« Mes ressources mentales s’épuisent »

Âgé de 50 ans, incarcéré depuis deux ans, j'ai passé mes cinq premiers mois de détention dans une cellule prévue pour quatre détenus dans laquelle nous vivions à cinq ou à six.

Un ou deux détenus devaient se reposer ou dormir à même le sol. J’ai ensuite été classé comme bibliothécaire et placé pendant presque un an dans une cellule plus viable et plus humaine, partagée avec un seul codétenu. Mais après une dizaine de codétenus passés, j’ai refusé toute solidarité et toute compréhension, fatigué et blasé que j’étais. Je n’ai aucunement été condamné à assister des codétenus de passage, à subvenir à leurs besoins, à servir d’assistante sociale, de garde-malade, je n’ai jamais non plus été condamné à devenir sale, à attraper la gale, à partager mes cantines.

J’ai ensuite été contraint de revenir dans une cellule prévue pour quatre êtres humains, dans laquelle deux lits ont été rajoutés, ce qui fait que nous vivons à six animaux dans ce poulailler.

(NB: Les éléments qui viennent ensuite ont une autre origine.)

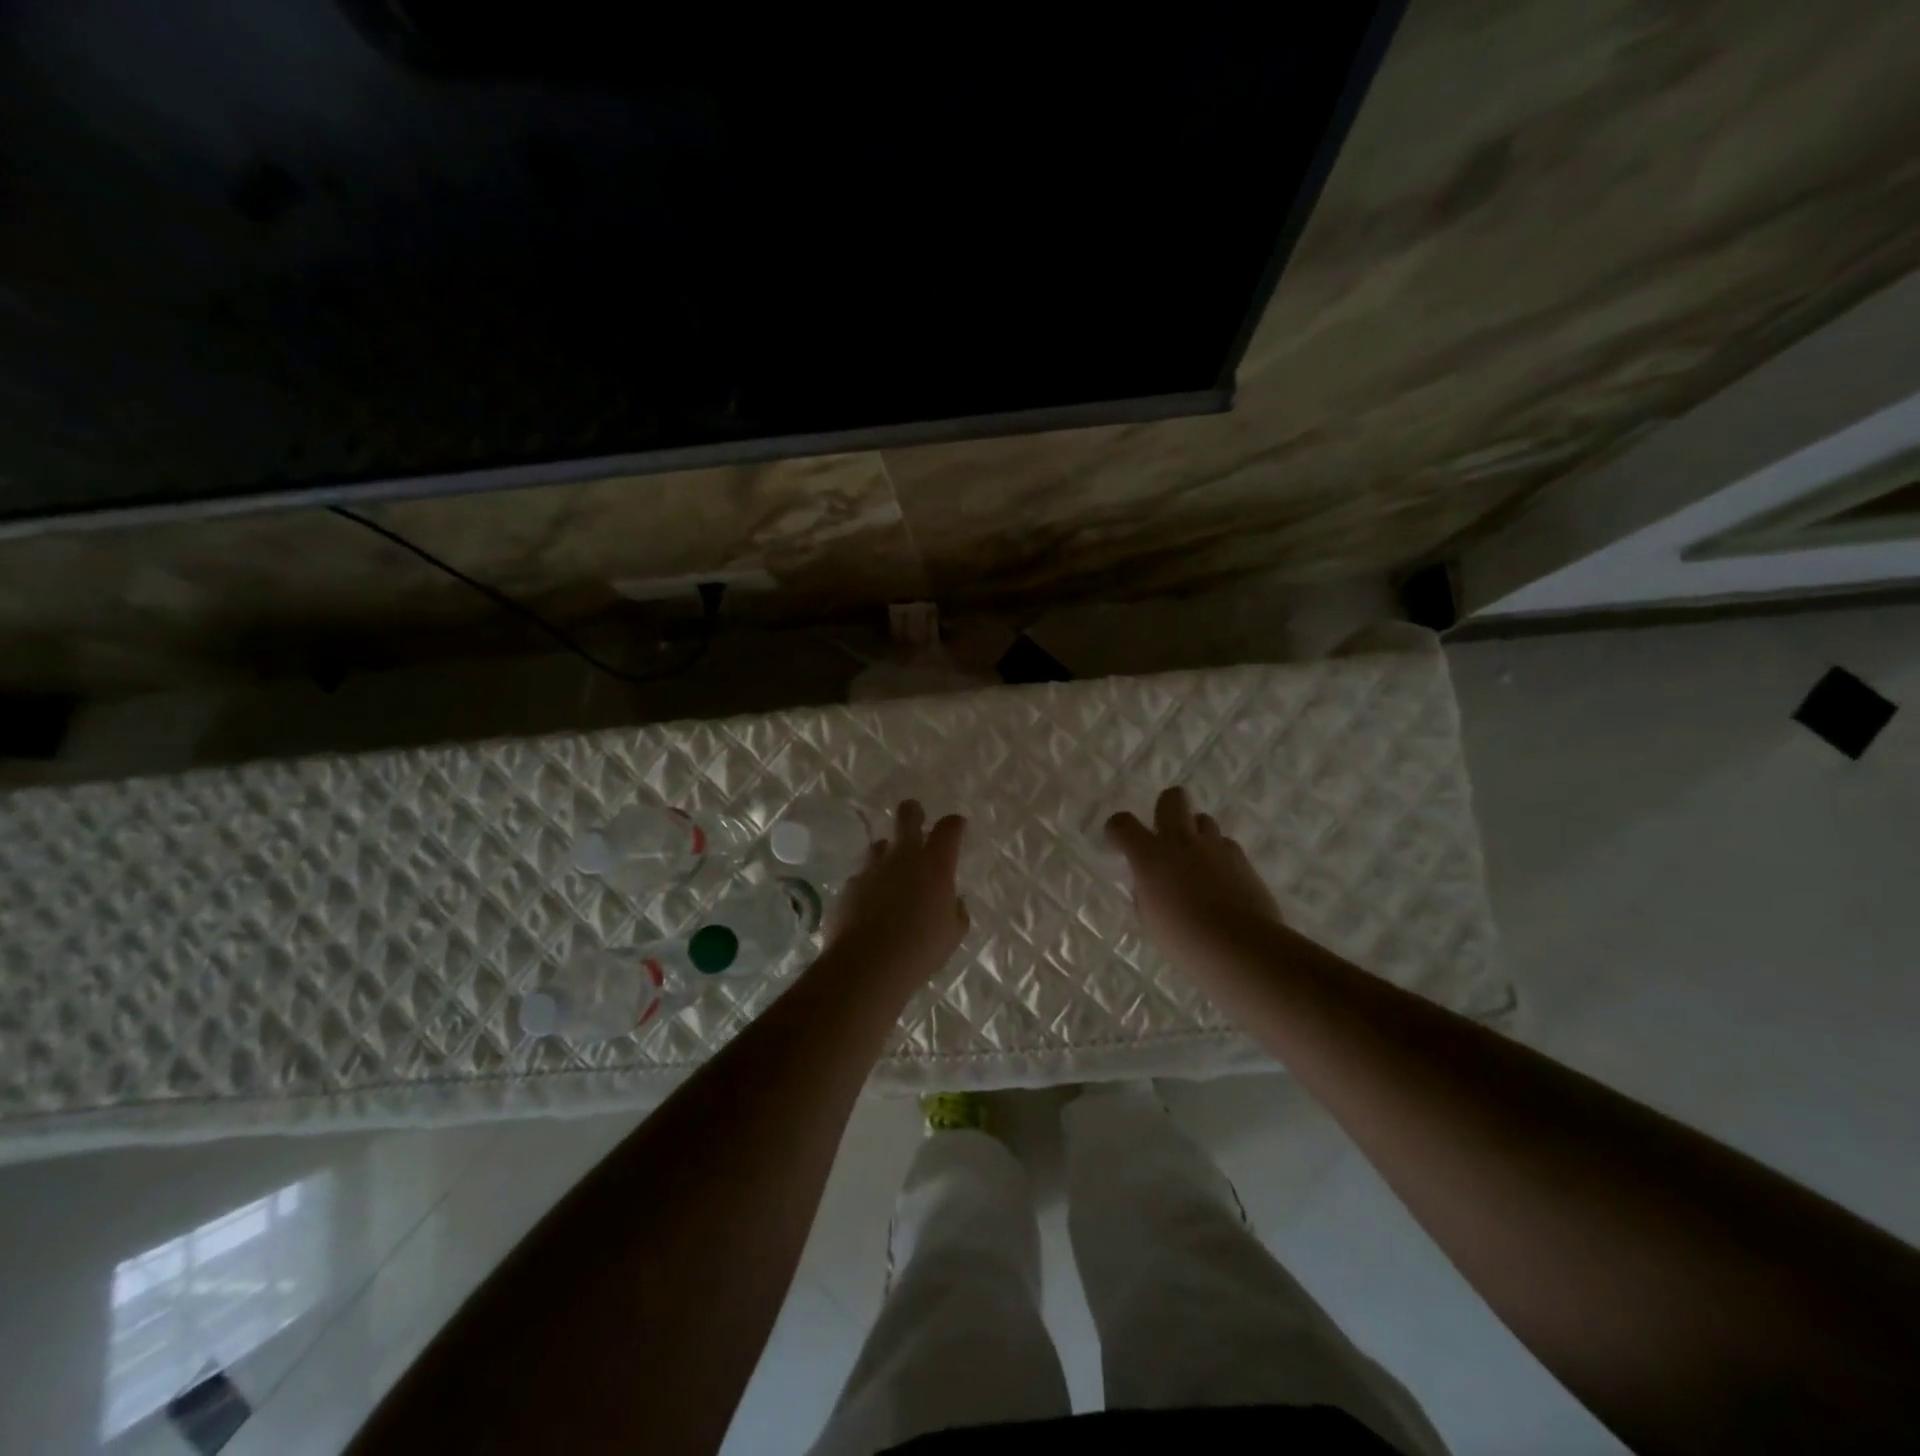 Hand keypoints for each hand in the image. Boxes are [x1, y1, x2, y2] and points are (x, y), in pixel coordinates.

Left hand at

La surface au sol ne dépasse pas un mètre carré par détenu, en tenant compte de la place prise par le mobilier. Aucune intimité n’est possible dans de telles conditions. Il faut tout surveiller, tout contrôler, il faut sans cesse dire non. Impossible dans ces conditions de travailler sur soi-même et sur sa réinsertion. Impossible de trouver l’état d’esprit et la sérénité, le calme pour écrire, pour lire. En fait, les seuls moments durant lesquels je parviens à me retrouver, à me ressourcer, à me régénérer, sont ceux que je passe à la bibliothèque pour laquelle je m’implique totalement depuis 17 mois.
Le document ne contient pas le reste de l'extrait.